A confissão luterana também contém uma forte afirmação do Sola Scriptura.
[1] – Nós cremos, confessamos, e ensinamos que a única regra e norma, segundo a qual todos os dogmas e doutores devem ser considerados e julgados, não é nenhuma outra senão as escrituras proféticas e apostólicas do Antigo e do Novo Testamentos, como está escrito: ― “Lâmpada para os meus pés é a tua palavra e luz, para os meus caminhos” (Salmos 119:105). E disse São Paulo: ― “ainda que nós ou mesmo um anjo vindo do céu vos pregue Evangelho que vá além do que vos temos pregado, seja anátema” (Gálatas 1:8). Dessa forma faz-se uma clara distinção entre as Sagradas Escrituras do Antigo e do Novo Testamento, e todos os outros escritos; e somente a Sagrada Escritura é reconhecida como (único) juiz, norma e regra, segundo a qual, como (única) pedra de toque, todas as doutrinas devem ser examinadas e julgadas, quanto a se são piedosas ou ímpias, verdadeiras ou falsas.
1 – O Episcopalismo.
Infelizmente, os símbolos luterano e episcopal contradizem o Sola Scriptura ao discutirem sobre as cerimônias eclesiásticas, autoridade da Igreja e tradição. Os Trinta e Nove Artigos dão à Igreja uma autoridade que é claramente incompatível com Sola Scriptura.

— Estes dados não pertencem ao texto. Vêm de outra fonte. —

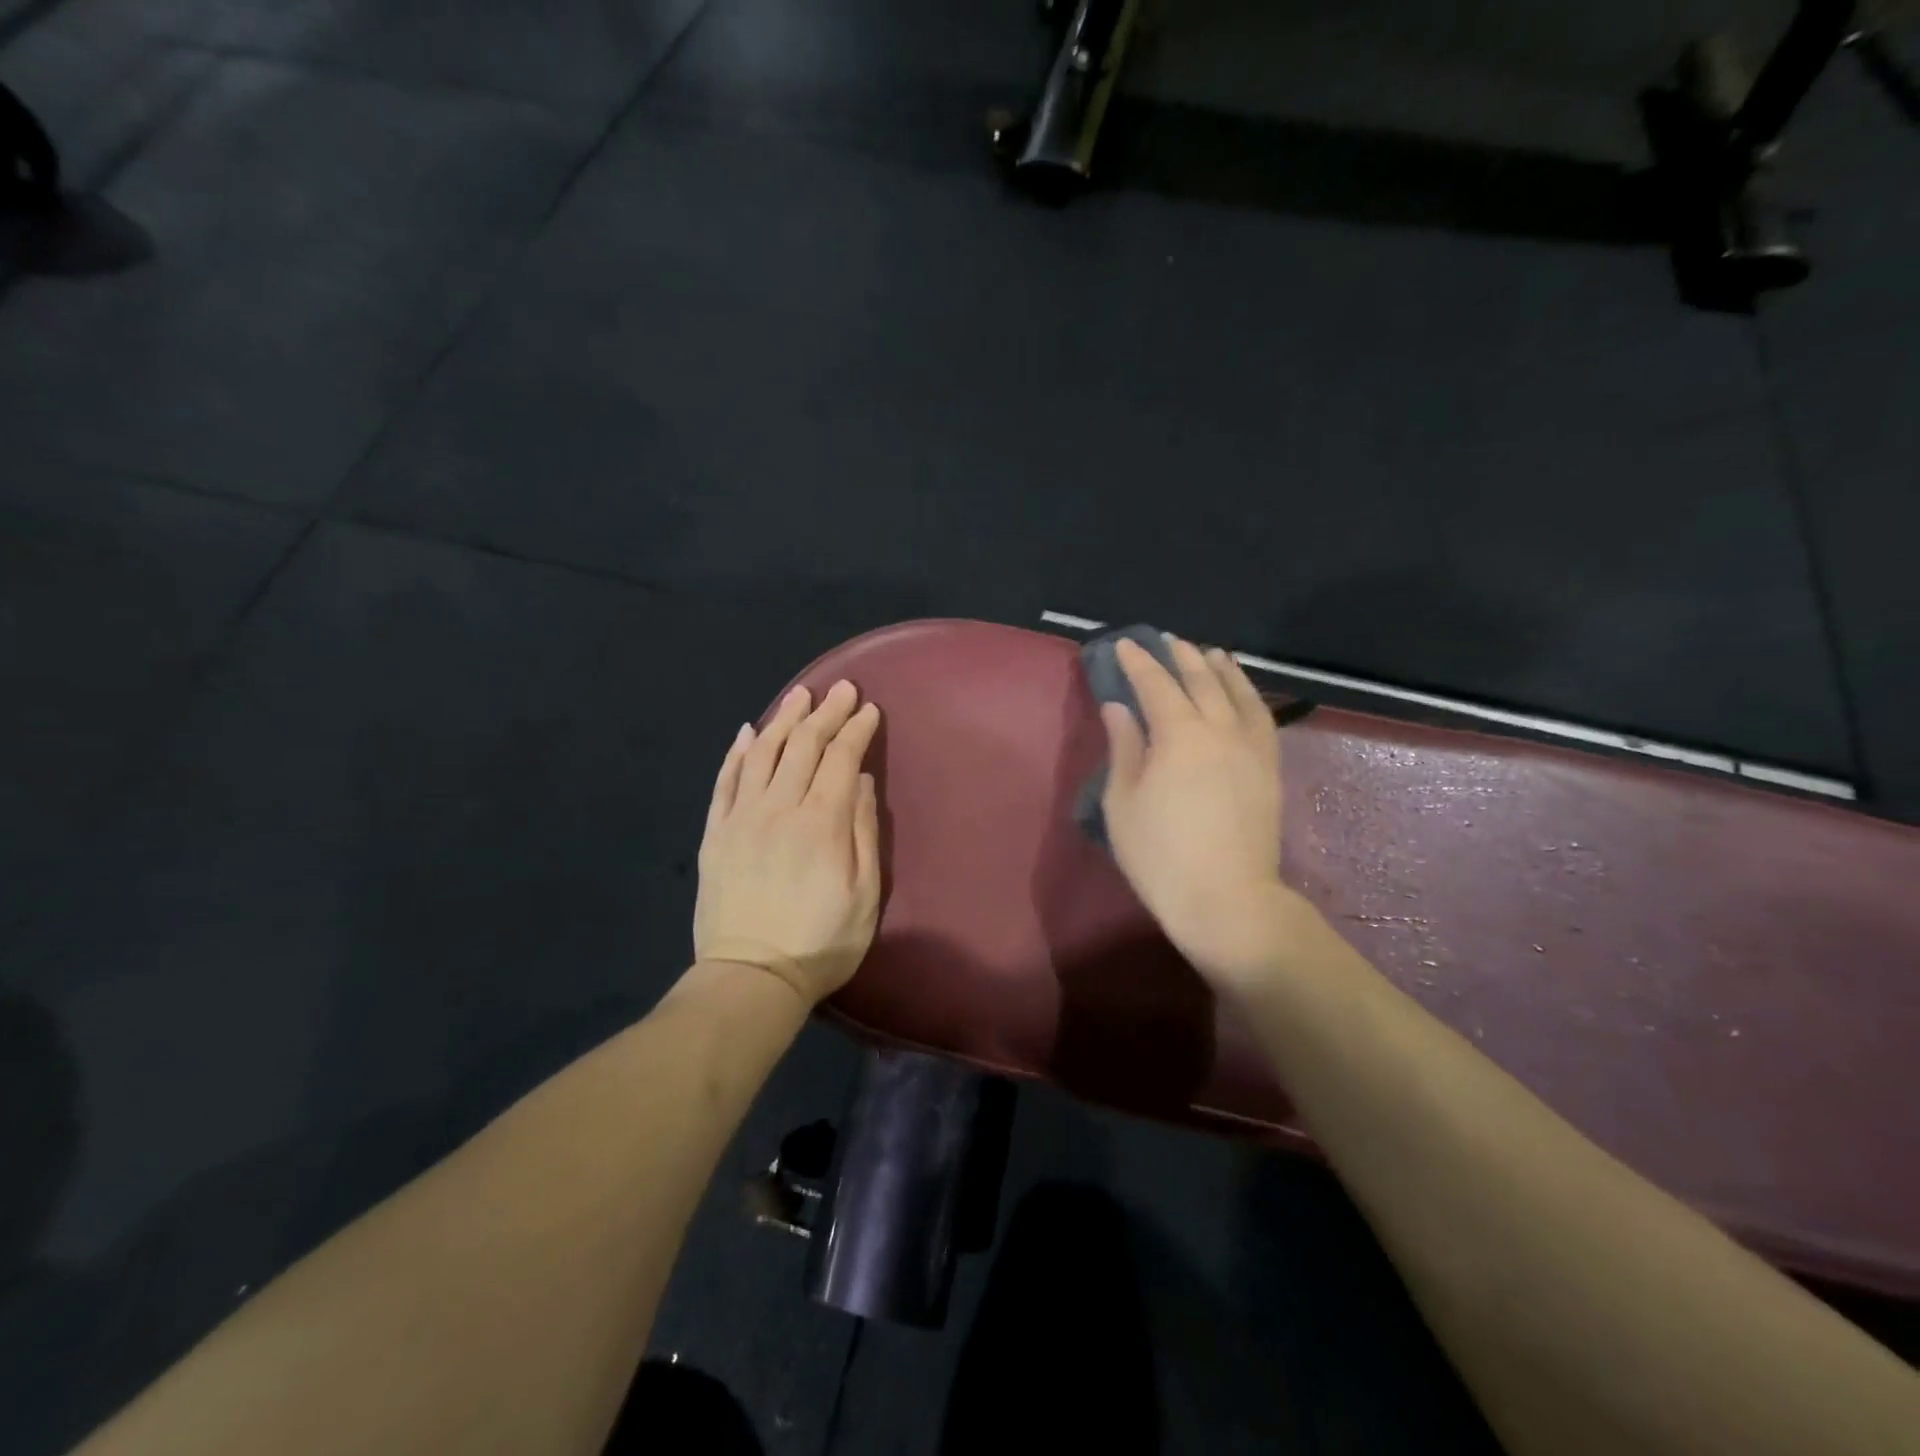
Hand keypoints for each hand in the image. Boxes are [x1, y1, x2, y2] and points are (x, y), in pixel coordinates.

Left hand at [695, 680, 881, 1005]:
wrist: (750, 979)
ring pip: (763, 753)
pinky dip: (738, 752)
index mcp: (822, 822)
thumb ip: (864, 832)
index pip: (842, 758)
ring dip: (784, 719)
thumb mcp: (864, 894)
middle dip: (826, 712)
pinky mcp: (715, 833)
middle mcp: (779, 807)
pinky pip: (725, 781)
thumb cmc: (821, 943)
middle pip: (804, 745)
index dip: (856, 729)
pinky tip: (748, 732)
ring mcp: (741, 817)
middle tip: (840, 688)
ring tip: (799, 696)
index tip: (868, 709)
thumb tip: (861, 781)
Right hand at [1100, 635, 1292, 989]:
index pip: (1156, 684)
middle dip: (1181, 656)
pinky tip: (1244, 695)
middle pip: (1201, 680)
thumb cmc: (1160, 854)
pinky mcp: (1269, 769)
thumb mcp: (1123, 802)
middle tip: (1165, 640)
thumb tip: (1120, 707)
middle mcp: (1220, 729)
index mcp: (1179, 734)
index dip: (1138, 662)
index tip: (1124, 644)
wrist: (1226, 898)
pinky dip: (1250, 696)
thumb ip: (1124, 747)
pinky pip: (1262, 718)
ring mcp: (1251, 748)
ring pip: (1239, 693)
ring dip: (1221, 668)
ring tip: (1210, 653)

No Artigo 20 (Da Autoridade da Igreja), lê-se: — “A Igreja tem o poder de decretar ritos ou cerimônias, e de autoridade em controvérsias de fé; não lhe é legítimo, entretanto, ordenar qualquer coisa que seja contrária à Palavra de Deus escrita, nem interpretar contraditoriamente uma parte da Escritura em oposição a outra. Embora a Igreja seja testemunha e guardiã do Texto Sagrado, nada pode ela decretar contrário à Escritura, nem nada impor além dela como crença necessária à salvação”.
O Artigo 34 (Das Tradições da Igreja), declara: — “Não é necessário que as tradições e cerimônias sejam as mesmas em todos os lugares, ou exatamente iguais; porque têm sido sempre diversificadas e podem ser modificadas conforme a variedade de países, épocas, e modos dos homens, contanto que nada seja contrário à Palavra de Deus. Qualquer um que, pelo seu entendimento particular, voluntária e intencionalmente, violar abertamente as tradições e cerimônias da Igreja que não sejam conflitantes com a Palavra de Deus e ordenadas e aprovadas pela autoridade comum, deve ser repreendido abertamente (para que os outros temam fazer o mesmo) por ter ofendido a ordem comum da Igreja e ferido a autoridade do Magistrado e as consciências dos irmãos mais fracos. Toda Igreja, em particular ou nacional, tem autoridade para ordenar, modificar e abolir cerimônias e rituais seus, apenas ordenados pela autoridade humana, contanto que tudo seja feito para a edificação.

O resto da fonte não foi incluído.